Alain écrit une somme quadripartite, dédicacée à Guilhem VIII ; il y parle d’hérétiques concrets, concernant les terres d’Oc comme le faisait le Concile. Cette Somme intitulée De la foi catholique, quadripartite, est écrite : Contre les hérétiques [i.e. pour Alain comme pour les autres polémistes, les cathares], contre les vaudois, contre les juifs, contre les payens [i.e. musulmans] ; on y trouve l’affirmation que je viens de citer selon laquelle cathares = « chatistes » — selon le terme de Jean Duvernoy lisant Alain selon qui on a là une origine du mot : « on les dit “cathares” de “catus”, parce qu'ils embrassent le postérieur d'un chat […] ».

En arrière-plan possible, ou probable, de Latran III et d’Alain, qui y est observateur conciliaire, un travail de 1163, celui de l’abbé rhénan Eckhert de Schönau. Selon Jean Duvernoy, partant d’un vocable désignant d’abord des sectaires en termes évoquant le chat (ketzer), ce qui est repris par Alain —, Eckbert donne au vocable une signification savante en le rattachant aux cathares de saint Augustin.

Le Concile de Latran III, de mouvance grégorienne, a universalisé la dénonciation de l'hérésie en visant explicitement les terres d’Oc, en appelant aux “princes catholiques” pour la réprimer ; il marque par là dans l’Histoire l'incompatibilité entre pureté (visée grégorienne) et Histoire (sa concrétisation violente).

Or c’est précisément cette incompatibilité entre pureté et Histoire que les cathares dérangent en la dévoilant.

Cela pourrait expliquer les contresens fréquents faits à propos de l’hérésie. Incompatibilité qui fait qu'on les sort du concret et qu’on les range dans ce qui ne dérange pas l’Histoire : à un pôle, on en a fait des manichéens hors Histoire locale, des étrangers importés ; à l’autre, une dissidence locale mais fantasmée — réduisant la violence à une affaire politico-militaire “classique”… se donnant le prétexte d’une hérésie fantasmée ; auparavant, avec la thèse du danger de la religion étrangère et importée, il s'agissait d’une défense militaire classique aussi. Aux deux pôles on a une Histoire qui veut avoir du sens, comme réalisation d’une idée. Les cathares disent, par leur vécu, leur existence et leur disparition, qu’elle n’en a pas, que pureté et Histoire sont contradictoires — contraignant les historiens à une difficile humilité… Les cathares ne sont certes pas les seuls à avoir mis en question l'idée d’un sens de l’Histoire, mais l’événement guerrier qu’ils ont subi, le prix que leur existence leur a coûté, et qu’elle a coûté à ce que Simone Weil a nommé le pays occitanien, en font une écharde qui reste dérangeante dans le corps de l’Histoire.
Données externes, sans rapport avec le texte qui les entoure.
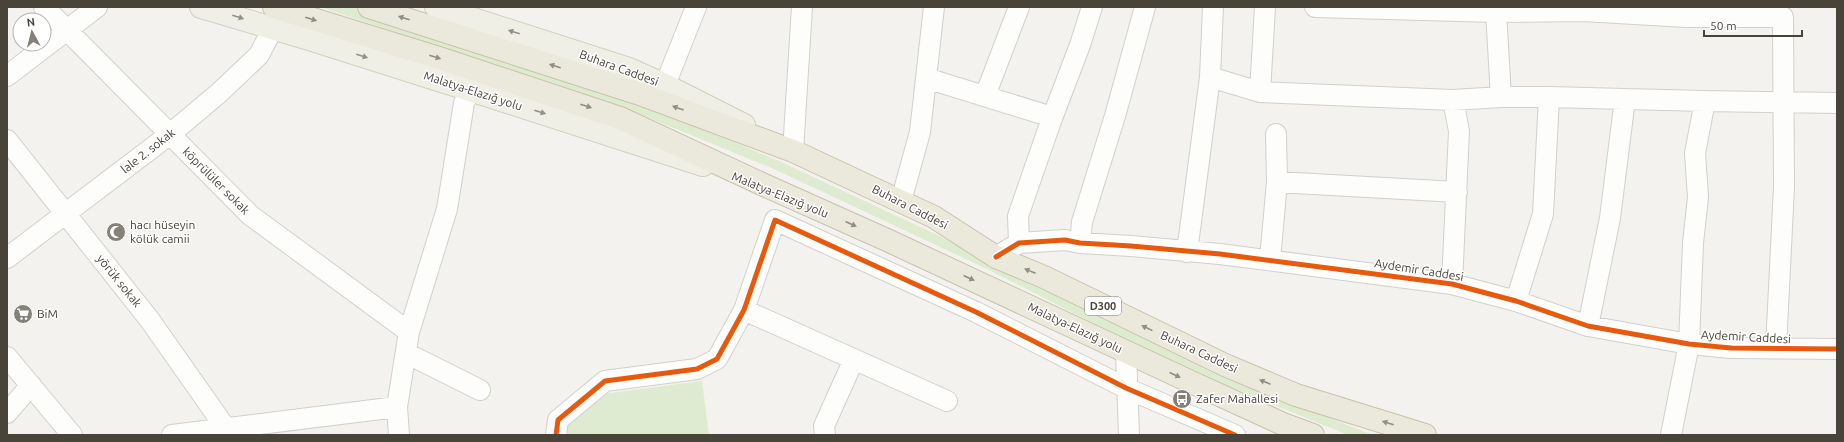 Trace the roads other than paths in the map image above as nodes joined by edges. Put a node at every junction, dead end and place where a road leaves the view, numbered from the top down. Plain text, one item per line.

Dérangeante en premier lieu pour l'Église romaine, en second lieu pour la France capétienne et pour son héritage républicain. C’est contre cela que s'est développée la thèse d'un catharisme corps étranger à éradiquer. C'est un aspect central de l'apologétique catholique éminemment représentée au XVIIe s. par l'évêque Bossuet et poursuivie jusqu'à la deuxième moitié du XXe s. comme thèse universitaire majoritaire, faisant de la Croisade et de l'Inquisition un mal nécessaire et, par là, justifié. Cette thèse agréait sans trop de mal la République anticléricale, qui voyait dans l'intervention française, après le refus de Philippe-Auguste de se croiser, un moindre mal, ouvrant dans un second temps sur la réconciliation après la violence romaine et croisée. Les mises en question de la thèse du corps étranger manichéen depuis les années 1970, période à laquelle, suite aux travaux de Jean Duvernoy, on a fini non sans mal par s'accorder à considérer, avec lui, mais souvent sans le nommer, les cathares comme chrétiens ; ces mises en question ont sérieusement fragilisé la thèse du corps étranger. Et les cathares ont continué à déranger l'Histoire comme dotée d'un sens, ce sens justifiant la construction catholique romaine d'un côté, capétienne puis républicaine de l'autre.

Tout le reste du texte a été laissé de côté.